| WHAT THIS TASK INVOLVES |
Scan the listing below for the word "main" and copy every line where it occurs.

| RECORDS SHOWN |
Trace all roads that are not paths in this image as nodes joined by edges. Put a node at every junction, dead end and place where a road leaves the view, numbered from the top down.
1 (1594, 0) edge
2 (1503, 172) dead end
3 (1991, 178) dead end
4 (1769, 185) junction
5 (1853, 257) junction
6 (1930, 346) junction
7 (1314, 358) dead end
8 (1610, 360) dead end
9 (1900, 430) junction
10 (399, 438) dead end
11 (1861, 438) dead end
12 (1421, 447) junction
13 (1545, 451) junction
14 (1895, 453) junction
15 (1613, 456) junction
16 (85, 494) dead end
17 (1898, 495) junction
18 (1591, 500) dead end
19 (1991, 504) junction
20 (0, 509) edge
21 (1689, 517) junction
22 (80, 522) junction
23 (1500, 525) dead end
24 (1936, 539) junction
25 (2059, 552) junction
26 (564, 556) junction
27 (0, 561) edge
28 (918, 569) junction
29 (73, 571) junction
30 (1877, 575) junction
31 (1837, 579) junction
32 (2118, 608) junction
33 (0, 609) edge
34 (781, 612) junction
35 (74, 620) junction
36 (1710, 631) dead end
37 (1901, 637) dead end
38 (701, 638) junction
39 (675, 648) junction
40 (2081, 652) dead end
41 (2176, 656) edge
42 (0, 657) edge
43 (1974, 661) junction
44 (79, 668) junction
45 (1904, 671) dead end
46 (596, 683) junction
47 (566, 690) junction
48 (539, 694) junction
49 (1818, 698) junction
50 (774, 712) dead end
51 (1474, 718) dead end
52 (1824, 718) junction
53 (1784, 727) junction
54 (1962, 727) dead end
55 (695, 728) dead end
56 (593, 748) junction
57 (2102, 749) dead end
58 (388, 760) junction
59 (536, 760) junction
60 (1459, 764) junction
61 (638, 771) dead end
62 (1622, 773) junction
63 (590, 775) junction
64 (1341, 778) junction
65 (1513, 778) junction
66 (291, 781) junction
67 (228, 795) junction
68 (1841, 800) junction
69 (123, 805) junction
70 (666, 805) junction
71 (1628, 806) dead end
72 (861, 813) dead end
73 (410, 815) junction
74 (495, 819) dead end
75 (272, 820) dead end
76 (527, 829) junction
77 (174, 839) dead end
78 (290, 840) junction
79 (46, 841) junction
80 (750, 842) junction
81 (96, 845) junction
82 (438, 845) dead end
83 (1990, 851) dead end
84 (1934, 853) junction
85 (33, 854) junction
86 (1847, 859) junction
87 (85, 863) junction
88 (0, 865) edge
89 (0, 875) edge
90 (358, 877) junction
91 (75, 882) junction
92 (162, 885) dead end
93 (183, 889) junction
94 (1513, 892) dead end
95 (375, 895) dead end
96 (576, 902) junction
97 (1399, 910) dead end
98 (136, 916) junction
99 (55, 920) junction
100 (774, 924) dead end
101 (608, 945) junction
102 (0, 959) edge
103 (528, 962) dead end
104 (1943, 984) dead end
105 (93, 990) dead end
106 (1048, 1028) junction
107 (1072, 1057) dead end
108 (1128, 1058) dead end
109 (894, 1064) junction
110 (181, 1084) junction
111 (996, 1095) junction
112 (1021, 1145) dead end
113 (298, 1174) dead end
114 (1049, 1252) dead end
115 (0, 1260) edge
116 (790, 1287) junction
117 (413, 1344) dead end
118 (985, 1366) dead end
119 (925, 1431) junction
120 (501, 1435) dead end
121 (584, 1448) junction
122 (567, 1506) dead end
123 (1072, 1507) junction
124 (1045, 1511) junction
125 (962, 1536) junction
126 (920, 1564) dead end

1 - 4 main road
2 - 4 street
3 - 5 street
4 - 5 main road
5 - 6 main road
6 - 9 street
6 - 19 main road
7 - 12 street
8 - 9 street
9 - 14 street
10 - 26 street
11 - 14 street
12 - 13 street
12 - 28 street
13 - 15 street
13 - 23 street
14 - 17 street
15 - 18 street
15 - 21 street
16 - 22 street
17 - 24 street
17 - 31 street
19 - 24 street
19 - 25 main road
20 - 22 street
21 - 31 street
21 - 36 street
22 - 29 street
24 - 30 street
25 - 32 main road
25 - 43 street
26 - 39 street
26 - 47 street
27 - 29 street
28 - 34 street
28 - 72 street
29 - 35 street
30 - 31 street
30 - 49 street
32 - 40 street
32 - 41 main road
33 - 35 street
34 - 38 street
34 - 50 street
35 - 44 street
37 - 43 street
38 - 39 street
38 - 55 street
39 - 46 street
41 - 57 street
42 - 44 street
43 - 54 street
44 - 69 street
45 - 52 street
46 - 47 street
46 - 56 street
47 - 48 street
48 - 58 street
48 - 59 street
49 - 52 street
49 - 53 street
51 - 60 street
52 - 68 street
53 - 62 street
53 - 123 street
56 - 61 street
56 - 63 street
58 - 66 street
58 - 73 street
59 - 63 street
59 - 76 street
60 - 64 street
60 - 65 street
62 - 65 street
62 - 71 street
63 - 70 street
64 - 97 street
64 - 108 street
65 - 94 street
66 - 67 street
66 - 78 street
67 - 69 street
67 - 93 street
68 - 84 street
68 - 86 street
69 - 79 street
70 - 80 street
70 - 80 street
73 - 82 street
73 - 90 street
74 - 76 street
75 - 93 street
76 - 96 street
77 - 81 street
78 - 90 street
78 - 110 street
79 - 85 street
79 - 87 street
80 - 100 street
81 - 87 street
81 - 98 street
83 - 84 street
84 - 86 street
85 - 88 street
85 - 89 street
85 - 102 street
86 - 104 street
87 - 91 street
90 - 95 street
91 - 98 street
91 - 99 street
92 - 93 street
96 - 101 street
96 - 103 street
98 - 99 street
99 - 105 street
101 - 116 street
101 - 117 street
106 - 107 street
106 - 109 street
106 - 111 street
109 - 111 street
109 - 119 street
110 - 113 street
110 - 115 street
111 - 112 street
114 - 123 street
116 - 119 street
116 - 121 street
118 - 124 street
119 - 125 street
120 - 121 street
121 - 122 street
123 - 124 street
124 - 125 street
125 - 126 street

| RESPONSE TO THE TASK |
1 - 4 main road
4 - 5 main road
5 - 6 main road
6 - 19 main road
19 - 25 main road
25 - 32 main road
32 - 41 main road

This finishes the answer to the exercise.